В этой женщине есть нечто восточное: взгляд, глаза, повадки; с другой стороны, «нечто восточное» затушевывается европейской одеждой, спокойствием, выдержкой и учтивостью: будто невидимый ретушер прибег к искусной сепии, покрыв ею существовавший прежде облик; но, как самым банальным образом сквозь асфальт пробивается трава, так сквозь русифицированную ретушь пробивается Восток, – как я уже говорил, он не только во взгляде, глазах и повадке, он в судьбе, истории рода. Такого рода истории случаются часто, но быстро забываются, растворяясь в щелочи ассимиляции. Единицы, выпариваясь в растворе, все же остаются самими собой, не теряя связи с прошлым. Женщина, чей лик всплыл, как поплавок, покачиваясь на зыблющейся глади, относится к редким счастливым исключениям. Ее память цепко хранит преданья старины глубокой, и там, в этой оглушающей глубине, пульсируют бесшумные токи, посылая наверх неуловимые сигналы; и женщина с раскосыми глазами внезапно замирает, ощущая, как невидимое прошлое вливается в ее вены и стремительно бежит к сердцу, заставляя содрогаться от предвкушения преображенья Прошлое преображает прелестницу в прабабку, следуя суровым законам сервильного Станиславского о самочувствии актера в предполагаемых обстоятельствах: чем сильнее уровень чувствования, тем ярче вера в то, что никогда не происходившее случилось именно с ним, и он смеется и плачет, и рвет себе душу, и согревается возле огня, который при ближайшем рассмотрении оказывается подсвеченным снизу трепещущим красным лоскутком.

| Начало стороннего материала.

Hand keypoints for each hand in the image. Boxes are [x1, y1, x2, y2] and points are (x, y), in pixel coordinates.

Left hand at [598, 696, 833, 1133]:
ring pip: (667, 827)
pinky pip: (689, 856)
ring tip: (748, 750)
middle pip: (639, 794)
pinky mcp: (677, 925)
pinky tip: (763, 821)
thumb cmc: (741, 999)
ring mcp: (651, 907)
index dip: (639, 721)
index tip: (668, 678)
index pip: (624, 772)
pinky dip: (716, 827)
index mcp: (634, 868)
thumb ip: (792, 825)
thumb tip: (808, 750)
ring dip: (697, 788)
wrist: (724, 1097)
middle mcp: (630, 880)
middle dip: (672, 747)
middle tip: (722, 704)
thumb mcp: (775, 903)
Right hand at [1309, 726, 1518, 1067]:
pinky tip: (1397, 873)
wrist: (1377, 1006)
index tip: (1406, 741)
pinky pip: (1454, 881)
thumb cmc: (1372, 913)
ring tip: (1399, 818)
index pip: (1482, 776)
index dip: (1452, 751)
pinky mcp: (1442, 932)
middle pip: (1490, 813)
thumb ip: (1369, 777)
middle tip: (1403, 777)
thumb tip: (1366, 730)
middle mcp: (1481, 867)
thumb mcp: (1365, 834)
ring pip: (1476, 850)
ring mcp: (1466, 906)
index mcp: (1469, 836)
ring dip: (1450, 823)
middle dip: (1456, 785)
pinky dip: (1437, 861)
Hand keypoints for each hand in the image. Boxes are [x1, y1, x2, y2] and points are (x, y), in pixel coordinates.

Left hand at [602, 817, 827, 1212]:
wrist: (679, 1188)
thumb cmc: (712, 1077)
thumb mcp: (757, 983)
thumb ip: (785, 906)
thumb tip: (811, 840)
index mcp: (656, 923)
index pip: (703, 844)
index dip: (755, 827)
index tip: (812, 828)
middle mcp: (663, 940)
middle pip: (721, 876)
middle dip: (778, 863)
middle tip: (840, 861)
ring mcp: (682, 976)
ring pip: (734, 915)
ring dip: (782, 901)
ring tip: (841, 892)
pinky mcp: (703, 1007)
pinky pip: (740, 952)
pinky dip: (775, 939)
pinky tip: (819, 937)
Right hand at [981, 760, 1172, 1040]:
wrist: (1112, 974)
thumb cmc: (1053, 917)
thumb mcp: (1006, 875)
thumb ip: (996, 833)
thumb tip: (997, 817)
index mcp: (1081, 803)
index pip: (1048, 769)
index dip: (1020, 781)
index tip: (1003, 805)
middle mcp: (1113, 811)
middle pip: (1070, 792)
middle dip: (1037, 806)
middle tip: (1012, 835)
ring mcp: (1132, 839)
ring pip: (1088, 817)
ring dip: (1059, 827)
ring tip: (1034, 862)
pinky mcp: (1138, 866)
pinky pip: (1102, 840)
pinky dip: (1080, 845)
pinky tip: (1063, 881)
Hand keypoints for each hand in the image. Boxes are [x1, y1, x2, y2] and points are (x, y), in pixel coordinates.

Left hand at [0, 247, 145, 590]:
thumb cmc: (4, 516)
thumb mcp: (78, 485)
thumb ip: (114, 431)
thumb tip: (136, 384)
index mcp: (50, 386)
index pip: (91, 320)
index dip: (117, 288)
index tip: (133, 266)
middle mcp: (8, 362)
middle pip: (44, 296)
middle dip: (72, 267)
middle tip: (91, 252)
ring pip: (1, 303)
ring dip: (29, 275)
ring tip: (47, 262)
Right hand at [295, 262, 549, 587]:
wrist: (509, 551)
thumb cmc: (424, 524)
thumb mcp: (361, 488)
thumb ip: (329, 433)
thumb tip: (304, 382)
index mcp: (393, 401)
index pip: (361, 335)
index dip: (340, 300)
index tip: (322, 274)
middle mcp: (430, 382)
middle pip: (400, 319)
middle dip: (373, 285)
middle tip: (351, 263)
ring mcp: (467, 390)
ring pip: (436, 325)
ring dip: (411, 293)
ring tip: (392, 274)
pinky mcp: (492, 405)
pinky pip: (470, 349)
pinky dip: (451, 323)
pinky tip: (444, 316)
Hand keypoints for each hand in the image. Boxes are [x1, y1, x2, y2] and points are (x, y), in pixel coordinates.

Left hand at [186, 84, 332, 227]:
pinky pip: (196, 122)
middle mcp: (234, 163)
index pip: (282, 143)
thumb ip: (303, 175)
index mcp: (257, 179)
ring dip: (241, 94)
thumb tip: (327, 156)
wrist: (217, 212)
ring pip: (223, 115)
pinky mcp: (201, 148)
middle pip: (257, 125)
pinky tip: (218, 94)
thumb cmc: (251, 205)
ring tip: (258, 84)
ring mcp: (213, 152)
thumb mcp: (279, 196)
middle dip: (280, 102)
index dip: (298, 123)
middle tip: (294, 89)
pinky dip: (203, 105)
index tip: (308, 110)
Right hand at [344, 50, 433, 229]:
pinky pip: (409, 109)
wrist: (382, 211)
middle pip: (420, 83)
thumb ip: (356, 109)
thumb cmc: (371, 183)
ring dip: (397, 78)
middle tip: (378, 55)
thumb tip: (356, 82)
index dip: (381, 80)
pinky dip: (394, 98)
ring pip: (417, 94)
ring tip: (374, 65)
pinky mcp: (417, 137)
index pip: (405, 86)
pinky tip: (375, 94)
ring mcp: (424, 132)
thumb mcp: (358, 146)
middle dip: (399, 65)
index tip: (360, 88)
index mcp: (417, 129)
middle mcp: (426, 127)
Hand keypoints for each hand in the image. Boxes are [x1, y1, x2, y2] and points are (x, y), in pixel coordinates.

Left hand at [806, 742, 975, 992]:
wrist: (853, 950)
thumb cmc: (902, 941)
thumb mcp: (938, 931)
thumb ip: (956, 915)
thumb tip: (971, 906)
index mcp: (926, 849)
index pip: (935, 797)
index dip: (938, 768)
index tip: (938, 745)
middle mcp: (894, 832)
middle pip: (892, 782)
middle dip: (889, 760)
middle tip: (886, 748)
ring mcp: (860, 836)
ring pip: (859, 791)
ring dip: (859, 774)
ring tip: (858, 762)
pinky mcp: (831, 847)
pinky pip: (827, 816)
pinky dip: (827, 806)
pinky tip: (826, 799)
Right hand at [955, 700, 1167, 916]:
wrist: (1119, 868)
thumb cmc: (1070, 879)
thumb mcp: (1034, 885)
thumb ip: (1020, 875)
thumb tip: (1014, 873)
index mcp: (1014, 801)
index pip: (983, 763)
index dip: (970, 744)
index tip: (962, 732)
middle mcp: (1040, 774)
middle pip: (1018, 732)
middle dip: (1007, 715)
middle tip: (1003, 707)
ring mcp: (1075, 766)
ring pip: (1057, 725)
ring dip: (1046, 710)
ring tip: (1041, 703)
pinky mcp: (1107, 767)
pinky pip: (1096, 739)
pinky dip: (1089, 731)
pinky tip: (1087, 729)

Прабабка, всплывающая в подсознании молодой женщины (а потом и становящаяся ею самой), – знахарка, колдунья, она красит хной зубы и ладони, держит машинку для кровопусканья, знает заговоры и лечит людей травами, любит своего мужа до безумия, а он, когда, по его мнению, она переступает границы дозволенного, запирает ее в амбар; она сидит там, плачет и сочиняет любовные газели, адресуя их своему возлюбленному, пишет стихи на фарси, сравнивая своего своенравного супруга с лебедем, чьи белоснежные крылья спасают ее от тоски и одиночества.

Прабабка и в восемьдесят лет, почти слепая, седая, писала такие же наполненные молодой страстью строки: арабская вязь послушно ложилась на бумагу, напоминая ветвящиеся в пространстве причудливые заросли.

Тетрадь со стихами прабабки долго хранилась в семейном архиве, но внезапно исчезла, растворилась в небытии, и остался только клочок бумаги, запечатлевший мучительную мольбу: «Не оставляй меня во мраке…»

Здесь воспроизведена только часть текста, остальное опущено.